My eyes fell to the long gun he carried in the crook of an elbow. “God, that’s a Hawken rifle!”
Jake chuckled. “My great-grandfather said he could shoot straighter with a Hawken than any gun made. But why keep an ancient powder rifle when there’s a modern Sharps .50 or Winchester to be had?”
“Belike he’s comfortable with the weight and feel of the iron.” I used a Colt Dragoon, a six-shot cap-and-baller. I could count the number of times I had missed with it on one hand.
“When he first went into the mountains that rifle was probably brand new.” I lowered my voice. “Jake, let me do the talking.”
“I’ll hang back and cover you.”
I fingered the scalps tied to the man’s saddle. The long hair was silky and dry. I walked up to the old man. “Hello, stranger.”
He fastened the tie-hitch for his mule without speaking. His eyes were shaded violet. It was like the sky shone through them and was magnified into another color. It unsettled me. They were the eyes that sized men up and looked for a way to cut them short.
I saw eyes like that every morning in my shaving mirror.
“Can you talk, Mister?” The left side of his face and throat were scarred with ancient white lines. Grizzly, or cougar. Maybe he couldn’t speak if the wounds were deep.
“I’m terrible sorry.” His voice rumbled like a broken pump handle. “It’s been long since good English was spoke at me. And my hearing isn’t what it might was.”
He had a strange way of speaking. Halting and uncertain. “I understand.”
He walked around the water trough and looked down. He jumped at his reflection in the still water. When his mounts plunged their noses into the water it broke the spell.
His eyes found the badge pinned to my vest. “You the law?”

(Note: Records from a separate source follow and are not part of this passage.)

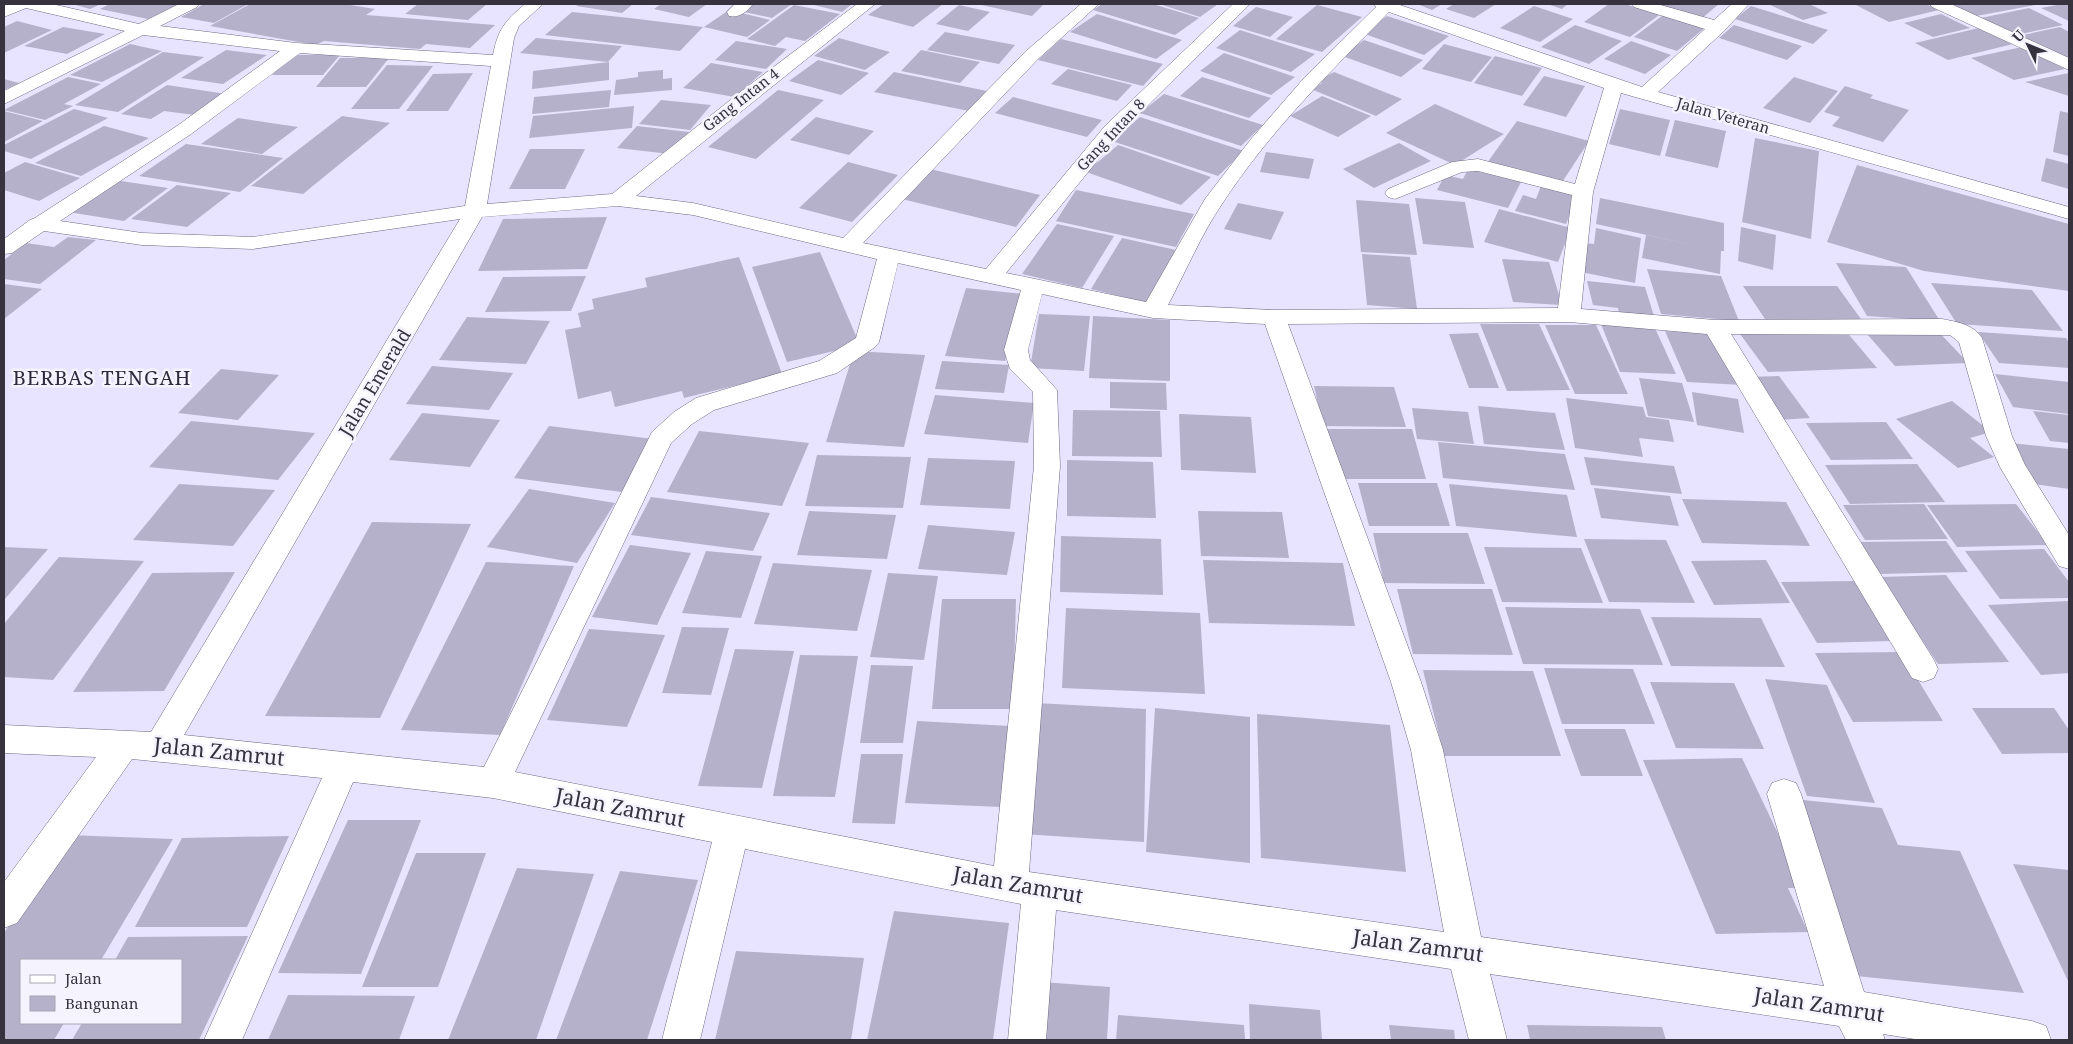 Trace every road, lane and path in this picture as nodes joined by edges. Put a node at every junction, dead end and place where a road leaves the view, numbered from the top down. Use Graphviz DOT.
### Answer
graph roads {
  1 [pos="20,4"];
  2 [pos="31,4"];
  3 [pos="191,4"];
  4 [pos="536,4"];
  5 [pos="867,4"];
  6 [pos="1090,4"];
  7 [pos="1242,4"];
  8 [pos="1640,4"];
  9 [pos="1741,4"];
  10 [pos="1938,4"];
  11 [pos="1384,5"];
  12 [pos="4,12"];
  13 [pos="1718,27"];
  14 [pos="140,29"];
  15 [pos="296,48"];
  16 [pos="502,61"];
  17 [pos="2069,65"];
  18 [pos="1614,85"];
  19 [pos="1645,94"];
  20 [pos="4,98"];
  21 [pos="1583,192"];
  22 [pos="1395,193"];
  23 [pos="618,200"];
  24 [pos="475,211"];
  25 [pos="2069,213"];
  26 [pos="37,224"];
  27 [pos="848,246"];
  28 [pos="4,248"];
  29 [pos="889,255"];
  30 [pos="991,277"];
  31 [pos="1033,286"];
  32 [pos="1152,312"];
  33 [pos="1569,315"];
  34 [pos="1274,317"];
  35 [pos="1714,327"];
  36 [pos="2069,558"];
  37 [pos="1923,669"];
  38 [pos="4,739"];
  39 [pos="124,744"];
  40 [pos="160,746"];
  41 [pos="344,765"];
  42 [pos="493,783"];
  43 [pos="1784,794"];
  44 [pos="732,830"];
  45 [pos="1025,887"];
  46 [pos="4,911"];
  47 [pos="1466,953"];
  48 [pos="1858,1024"];
  49 [pos="222,1040"];
  50 [pos="681,1040"];
  51 [pos="1028,1040"];
  52 [pos="1488,1040"];
  53 [pos="2032,1040"];
  1 -- 12 [label="street"];
  2 -- 14 [label="street"];
  3 -- 14 [label="street"];
  4 -- 16 [label="street, Jalan Emerald"];
  5 -- 23 [label="street, Gang Intan 4"];
  6 -- 27 [label="street"];
  7 -- 30 [label="street, Gang Intan 8"];
  8 -- 13 [label="street"];
  9 -- 13 [label="street"];
  10 -- 17 [label="street"];
  11 -- 18 [label="street, Jalan Veteran"];
  11 -- 32 [label="street"];
  13 -- 19 [label="street"];
  14 -- 15 [label="street"];
  14 -- 20 [label="street"];
  15 -- 16 [label="street"];
  15 -- 26 [label="street"];
  16 -- 24 [label="street, Jalan Emerald"];
  18 -- 19 [label="street, Jalan Veteran"];
  18 -- 21 [label="street"];
  19 -- 25 [label="street, Jalan Veteran"];
  21 -- 22 [label="street"];
  21 -- 33 [label="street"];
  23 -- 24 [label="street"];
  23 -- 27 [label="street"];
  24 -- 26 [label="street"];
  24 -- 40 [label="street, Jalan Emerald"];
  26 -- 28 [label="street"];
  27 -- 29 [label="street"];
  29 -- 30 [label="street"];
  29 -- 42 [label="street"];
  30 -- 31 [label="street"];
  31 -- 32 [label="street"];
  31 -- 45 [label="street"];
  32 -- 34 [label="street"];
  33 -- 34 [label="street"];
  33 -- 35 [label="street"];
  34 -- 47 [label="street"];
  35 -- 36 [label="street"];
  35 -- 37 [label="street"];
  38 -- 39 [label="street, Jalan Zamrut"];
  39 -- 40 [label="street, Jalan Zamrut"];
  39 -- 46 [label="street"];
  40 -- 41 [label="street, Jalan Zamrut"];
  41 -- 42 [label="street, Jalan Zamrut"];
  41 -- 49 [label="street"];
  42 -- 44 [label="street, Jalan Zamrut"];
  43 -- 48 [label="street"];
  44 -- 45 [label="street, Jalan Zamrut"];
  44 -- 50 [label="street"];
  45 -- 47 [label="street, Jalan Zamrut"];
  45 -- 51 [label="street"];
  47 -- 48 [label="street, Jalan Zamrut"];
  47 -- 52 [label="street"];
  48 -- 53 [label="street, Jalan Zamrut"];
}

“I’m a United States Marshal.”
He wasn’t impressed. “No need for lawing above the timberline. The mountains are the great equalizer. No offence, Mr. Marshal. I spent thirty years selling hides and trapping skins. I don’t ken the busy ways of towns.”
“You got a name?”
“Cesar Coffin. I had a flatlander name once, but I don’t remember it clear.”
Jake sidled up from behind. “Mr. Marwood,” he whispered, “that man’s addle-brained. You want me to fetch Doc Toland?”
I whispered back. “No. He’s just been alone a long time.” I asked Coffin louder, because he had obvious trouble hearing, “Where are you from, Mr. Coffin?”